Dying on the floor, she looked up to the ceiling, and thought of him.
“Fly,” she said with her last breaths. “Fly for me.”
As the life left her, the Overlord ship reached closer to the moon. Soon it appeared as if the massive vessel was on the verge of colliding with it. But as it came, the moon that carried Bydandia base began to fall apart. Gravity was cleaving away at its cracked surface, as boulders of land then broke from the shell, its body crumbling against the Overlord’s mass.
Finally, it shattered, torn to pieces by the Endervar mothership. The enemy now passed through the broken world, or what had now simply become a cloud of rock. The Overlord did so, blind to all the lives it had just ended. To the vessel, nothing else mattered. Only the annihilation.
She awoke with what seemed to be frost in her eyes. All around her, she felt the thick and soupy liquid pull at her armored frame.

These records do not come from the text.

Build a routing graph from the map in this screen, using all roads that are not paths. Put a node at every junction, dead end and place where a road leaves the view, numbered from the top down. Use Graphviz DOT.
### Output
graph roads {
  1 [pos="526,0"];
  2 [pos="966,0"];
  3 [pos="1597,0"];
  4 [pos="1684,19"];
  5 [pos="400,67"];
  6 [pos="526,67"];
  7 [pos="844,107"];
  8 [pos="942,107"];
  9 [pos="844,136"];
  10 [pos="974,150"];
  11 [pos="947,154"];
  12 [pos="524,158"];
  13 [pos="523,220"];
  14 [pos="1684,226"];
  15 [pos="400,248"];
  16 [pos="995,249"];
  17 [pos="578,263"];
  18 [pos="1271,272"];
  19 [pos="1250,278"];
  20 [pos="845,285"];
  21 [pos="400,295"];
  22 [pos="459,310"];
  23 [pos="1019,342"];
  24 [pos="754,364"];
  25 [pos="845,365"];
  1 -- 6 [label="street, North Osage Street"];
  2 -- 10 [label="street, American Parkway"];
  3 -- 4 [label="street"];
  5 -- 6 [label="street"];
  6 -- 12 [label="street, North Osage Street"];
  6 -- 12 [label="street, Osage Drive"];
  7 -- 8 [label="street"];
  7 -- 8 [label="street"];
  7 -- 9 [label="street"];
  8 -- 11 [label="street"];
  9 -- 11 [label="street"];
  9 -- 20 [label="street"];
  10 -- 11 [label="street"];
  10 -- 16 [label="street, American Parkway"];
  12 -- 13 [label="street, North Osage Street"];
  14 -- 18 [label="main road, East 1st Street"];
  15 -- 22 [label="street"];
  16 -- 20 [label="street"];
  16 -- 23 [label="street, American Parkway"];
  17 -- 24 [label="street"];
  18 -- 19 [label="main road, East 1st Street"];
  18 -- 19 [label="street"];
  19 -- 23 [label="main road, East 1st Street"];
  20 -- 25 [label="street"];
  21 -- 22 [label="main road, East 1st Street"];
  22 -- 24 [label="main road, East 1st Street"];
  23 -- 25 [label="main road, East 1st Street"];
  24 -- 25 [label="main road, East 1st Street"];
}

It was cold, freezing cold, her exterior temperature systems verifying that it was 200 degrees below Celsius.
This was not her ship.
The woman’s memory, a rush of half-second images, dithered in her mind. Containment had been lost, reactor core overload imminent, an explosion thereafter. It was then she remembered, the sensation gnarling itself inside. She wanted to scream.
A fire of agony seared inside her, the chest consumed in pain. But try as she may, she could do nothing to relieve it; her body was still reeling from the near system failure. In total, she had been shutdown for more than two weeks, only to finally become conscious again. The cause: an energy surge had struck through her body, penetrating its adaptable armor, and cutting into her processor cores.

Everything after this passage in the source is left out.